Here's the thing about Little Greene's French Grey: the name's a bit of a red herring. It reads as a gentle, dusty green-grey, and the trick to making it sing is to lean into the green rather than fight it.
Start overhead. Keep your ceilings and any whites warm and chalky — never a crisp blue-white, which will make French Grey look cold and a little sad. Something soft like Dulux Almost Pistachio (LRV 80.3) works a treat as a barely-there off-white that nods to the green undertone without competing. That's your light, airy partner.

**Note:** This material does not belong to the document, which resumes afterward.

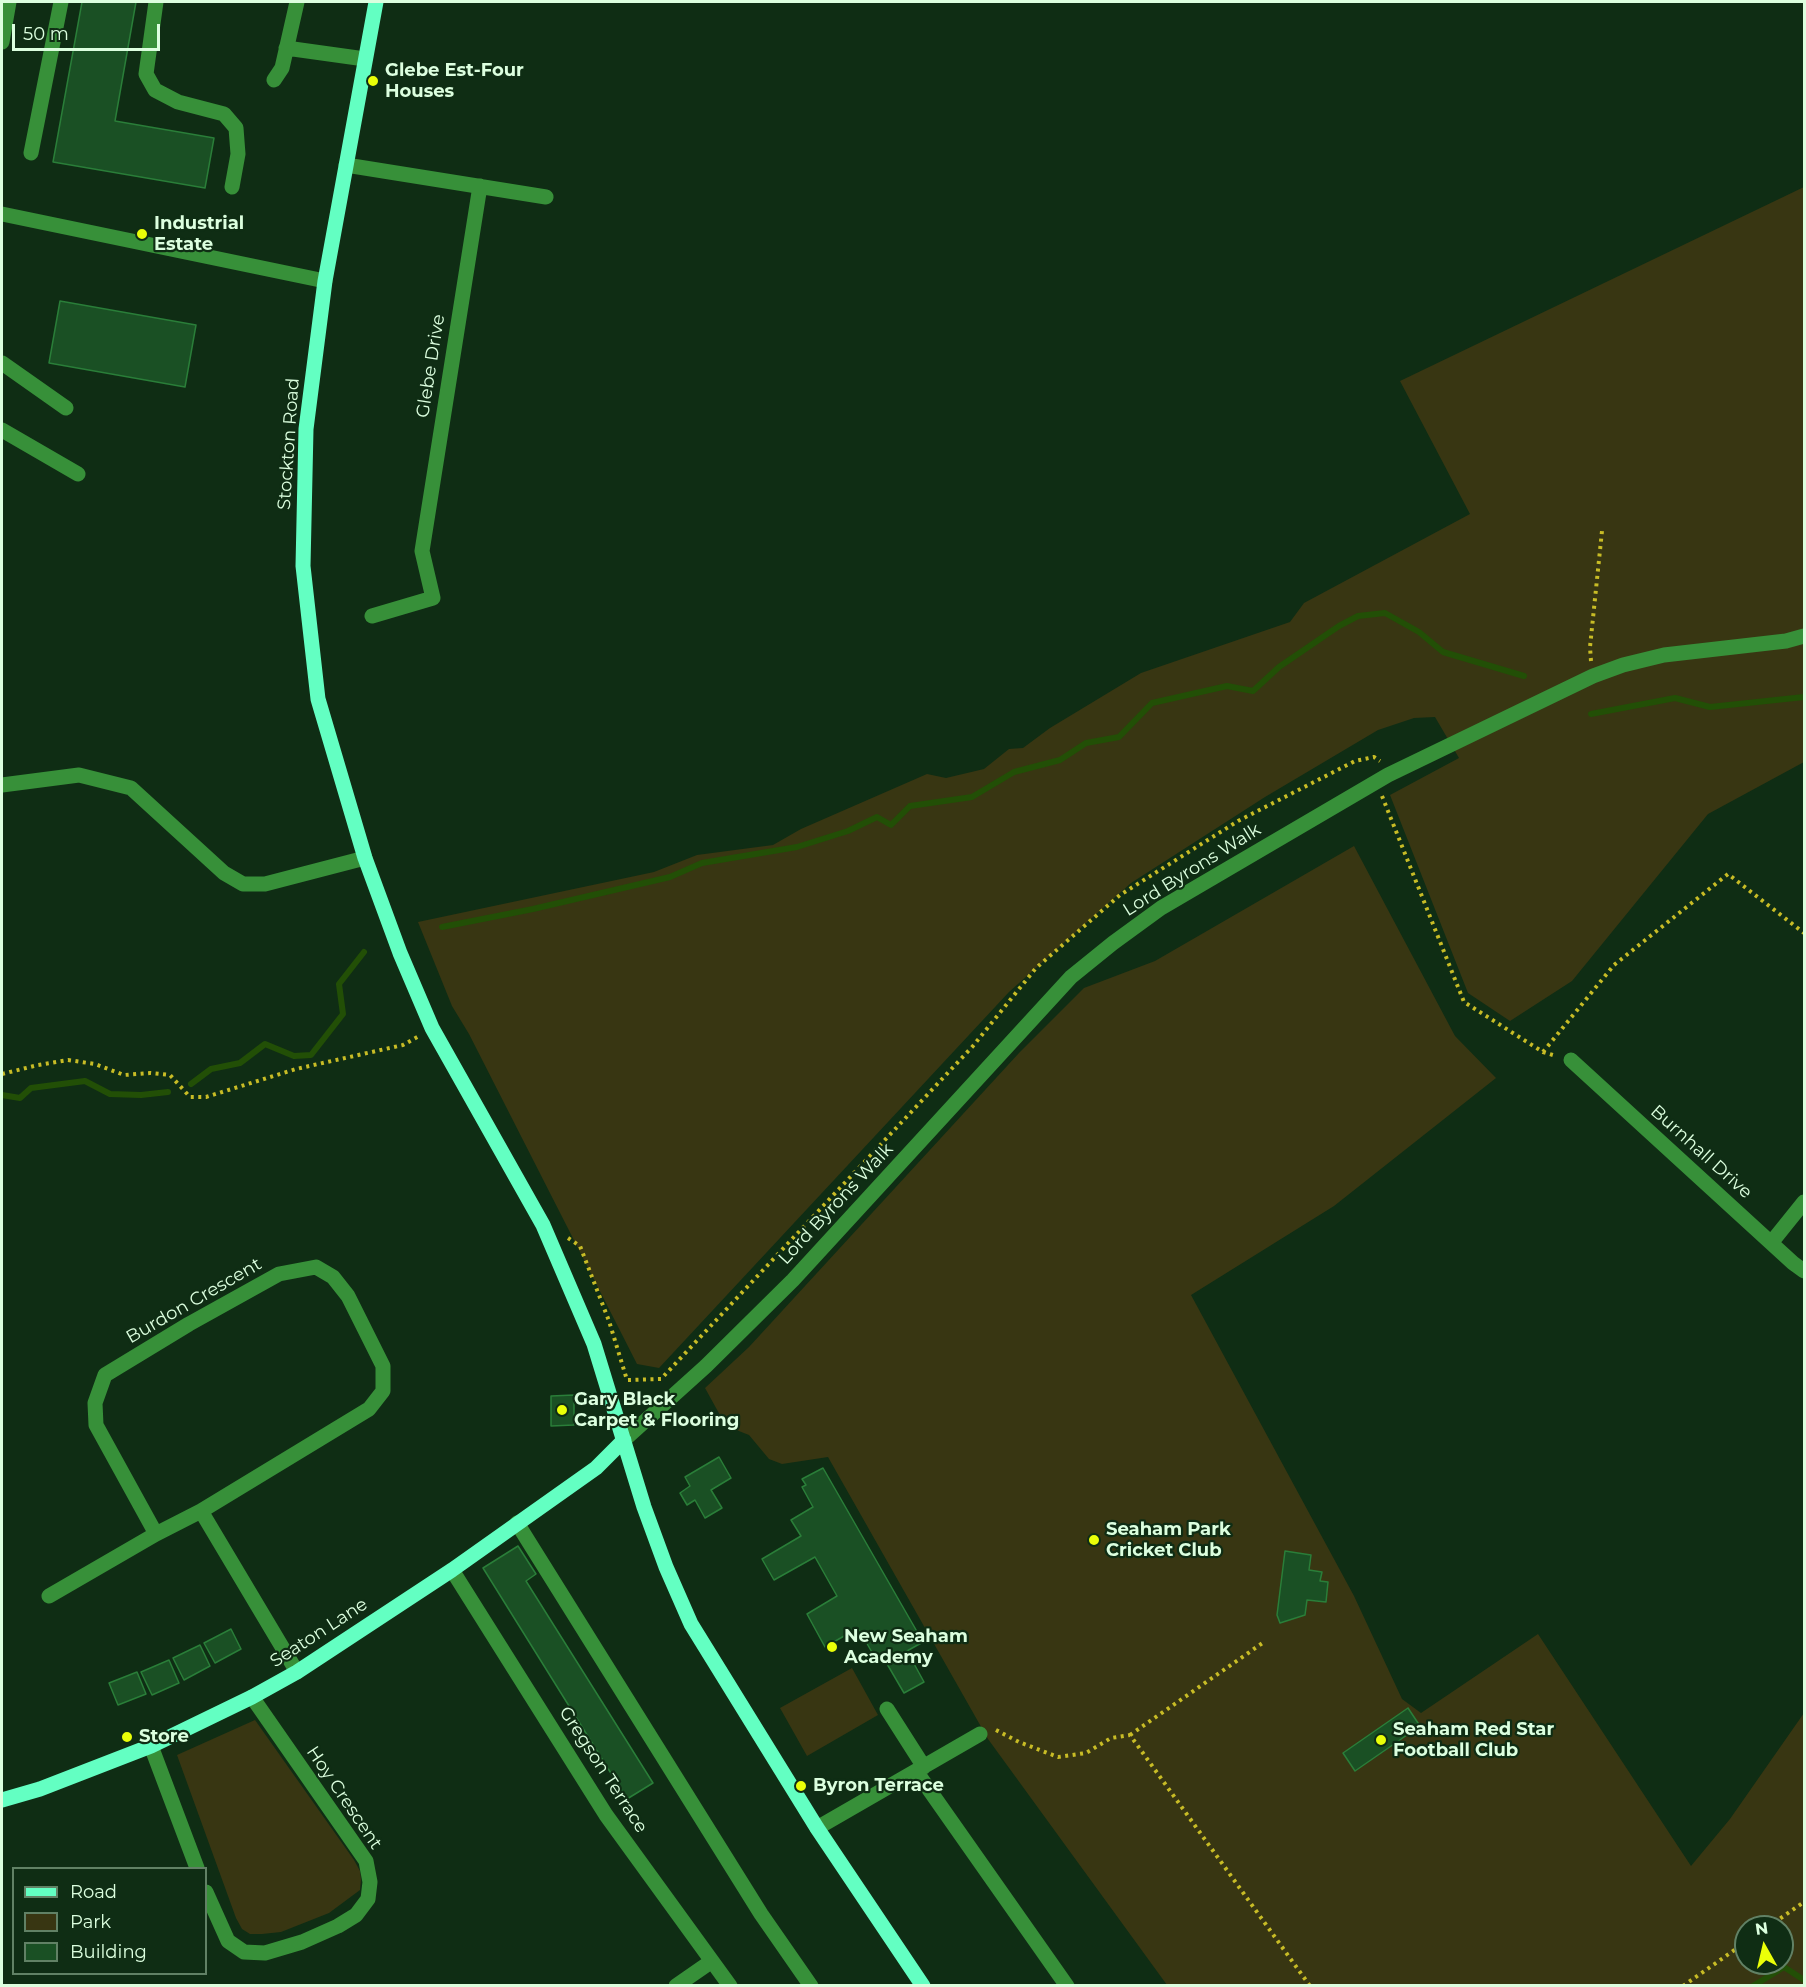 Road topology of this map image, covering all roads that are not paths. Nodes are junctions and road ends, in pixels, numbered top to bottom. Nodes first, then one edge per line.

For contrast and depth, go richer in the adjacent joinery or a feature wall. A deeper sage or olive in the woodwork grounds the whole scheme and stops it floating. If you want proper drama, Paint & Paper Library Blue Blood (LRV 16.4) is a gorgeous moody anchor — used on a lower panel or a single wall it gives French Grey something serious to push against. Or for warmth, Mylands Cigar BH.20 (LRV 11.8) brings an earthy, tobacco depth that flatters the green beautifully in skirtings or a fireplace surround.
The but what about metal? question always comes up. Warm brass, every time — antique or unlacquered. Chrome and cool nickel will fight the green and make the scheme feel disjointed. Brass picks up the warmth and ties it all together.
French Grey also looks cracking colour-drenched — walls, woodwork, ceiling all in the same shade onto panelling. It's quiet enough to take that treatment without overwhelming a room, and it gives you a sophisticated, enveloping result that flat-white-ceiling schemes can't touch.
Practical tip: it shifts noticeably with light, leaning greener in bright daylight and softer, almost grey, in the evening. Get a sample on the wall and live with it for a couple of days before you commit — especially in a north-facing room, where you'll want to be sure that green undertone is doing what you want.